Einen festgelegten Urlaubsanspruch, wie er bei einem Arbeitsverhältnis entsteht, gibt es für Leistungsempfänger nicht. Jeder Arbeitssuchende darf jedoch verreisen, solange dies nicht einer Arbeitsaufnahme oder einer Fortbildungs- oder Eingliederungsmaßnahme im Wege steht. Dafür stehen Ihnen pro Jahr der Arbeitslosigkeit drei Wochen zur Verfügung. Wird für diesen Zeitraum Ihre Abwesenheit vom Wohnort bewilligt, so läuft auch die Zahlung von Arbeitslosengeld II weiter. Darüber hinaus dürfen Sie weitere drei Wochen durchgehend von Ihrem Wohnort – nach Genehmigung – abwesend sein. Für diesen Zeitraum entfällt jedoch das Arbeitslosengeld. Damit für Sie alles richtig läuft, haben wir hier noch mehr Wissenswertes für Sie zusammengestellt.

Wichtig

Jede Abwesenheit vom Wohnort mit dem Sachbearbeiter besprechen und Urlaub unbedingt vorab schriftlich genehmigen lassen!

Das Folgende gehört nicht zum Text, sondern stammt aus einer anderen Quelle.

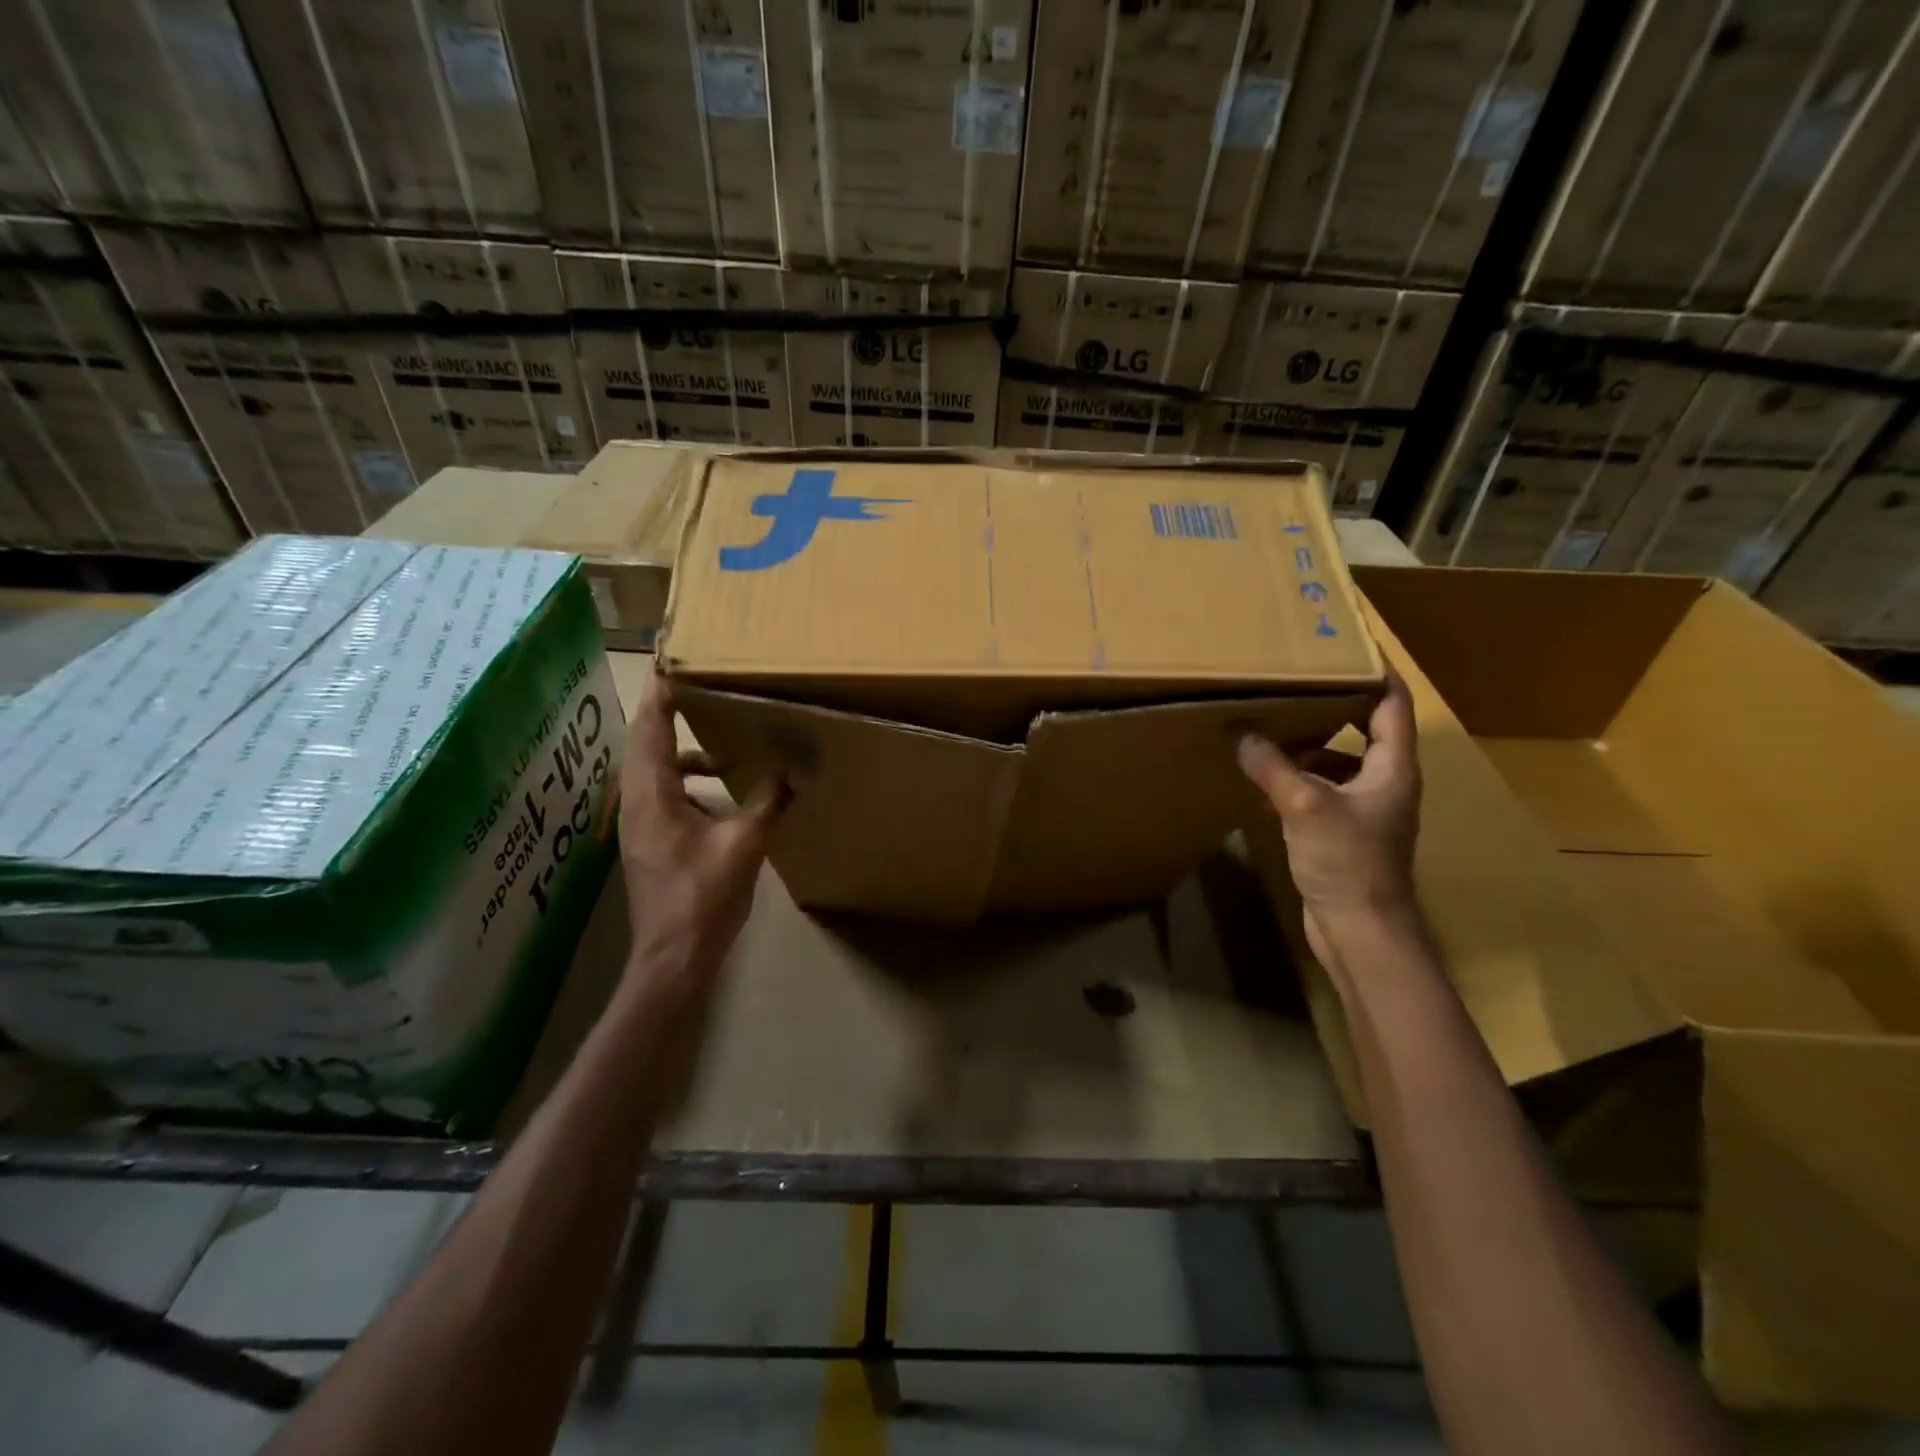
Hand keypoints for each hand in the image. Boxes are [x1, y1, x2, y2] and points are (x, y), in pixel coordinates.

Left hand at [617, 671, 784, 999]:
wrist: (673, 957)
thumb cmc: (703, 897)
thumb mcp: (744, 845)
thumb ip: (768, 802)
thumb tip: (793, 769)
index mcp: (653, 795)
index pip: (650, 729)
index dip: (660, 695)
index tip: (675, 663)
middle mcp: (636, 802)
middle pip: (645, 743)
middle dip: (667, 712)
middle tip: (698, 686)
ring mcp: (638, 823)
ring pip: (651, 769)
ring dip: (679, 749)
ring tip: (719, 738)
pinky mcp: (648, 840)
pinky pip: (660, 792)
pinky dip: (684, 778)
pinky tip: (718, 790)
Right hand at [1238, 669, 1421, 969]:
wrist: (1361, 931)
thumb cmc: (1347, 861)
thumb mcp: (1304, 805)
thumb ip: (1271, 766)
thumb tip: (1240, 733)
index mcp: (1393, 767)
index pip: (1392, 704)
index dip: (1376, 671)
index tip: (1348, 644)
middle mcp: (1384, 782)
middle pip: (1364, 729)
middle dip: (1332, 704)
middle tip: (1294, 680)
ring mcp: (1364, 809)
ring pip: (1336, 762)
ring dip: (1306, 745)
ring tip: (1267, 725)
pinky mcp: (1342, 833)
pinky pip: (1318, 791)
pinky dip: (1293, 780)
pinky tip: (1260, 779)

Hartz IV – Urlaub richtig beantragen

Auch wenn es hier vorrangig um Urlaub geht, muss jede Art der Abwesenheit vom Wohnort beantragt werden. Wichtig ist, dass Sie

  • den Urlaub rechtzeitig – aber auch nicht zu früh – beantragen,
  • beim Online-Antrag die Eingangsbestätigung speichern oder nachfragen
  • und die Abwesenheit begründen.

Was bedeutet rechtzeitig?

Die Meldung der geplanten Ortsabwesenheit sollte etwa eine Woche vorher erfolgen. Auch wenn Sie schon viel früher wissen, dass Sie in diesem Zeitraum wegfahren, ist diese Zeitspanne wichtig. Für die Genehmigung durch das Jobcenter ist nämlich Voraussetzung, dass die Vermittlungsaussichten für diesen Zeitraum absehbar sind. Da freie Stellen durch die Arbeitgeber meist kurzfristig dem Jobcenter gemeldet werden, kann eine Entscheidung nur zeitnah vor Ihrer Abwesenheit fallen.

Ortsabwesenheit online genehmigen lassen

Vielleicht sind Sie ja schon, um einfach und effizient nach Jobs sehen zu können, für die „eServices“ der Arbeitsagentur angemeldet. Wenn nicht, ist eine Registrierung für die Antragsstellung jederzeit möglich. Unter „Meldungen > Verfügbarkeit“ können Sie den gewünschten Zeitraum eintragen, in dem Sie verreisen möchten. Möchten Sie sich nicht registrieren, so ist die Antragsstellung per E-Mail sinnvoll, damit Sie einen schriftlichen Nachweis haben. Die Entscheidung, ob Ihnen der Urlaub oder eine andere Abwesenheit von Ihrem Wohnort genehmigt wird, muss sofort fallen. Bitte fragen Sie spätestens am übernächsten Tag nach, wenn Sie bis dahin keine Entscheidung vorliegen haben.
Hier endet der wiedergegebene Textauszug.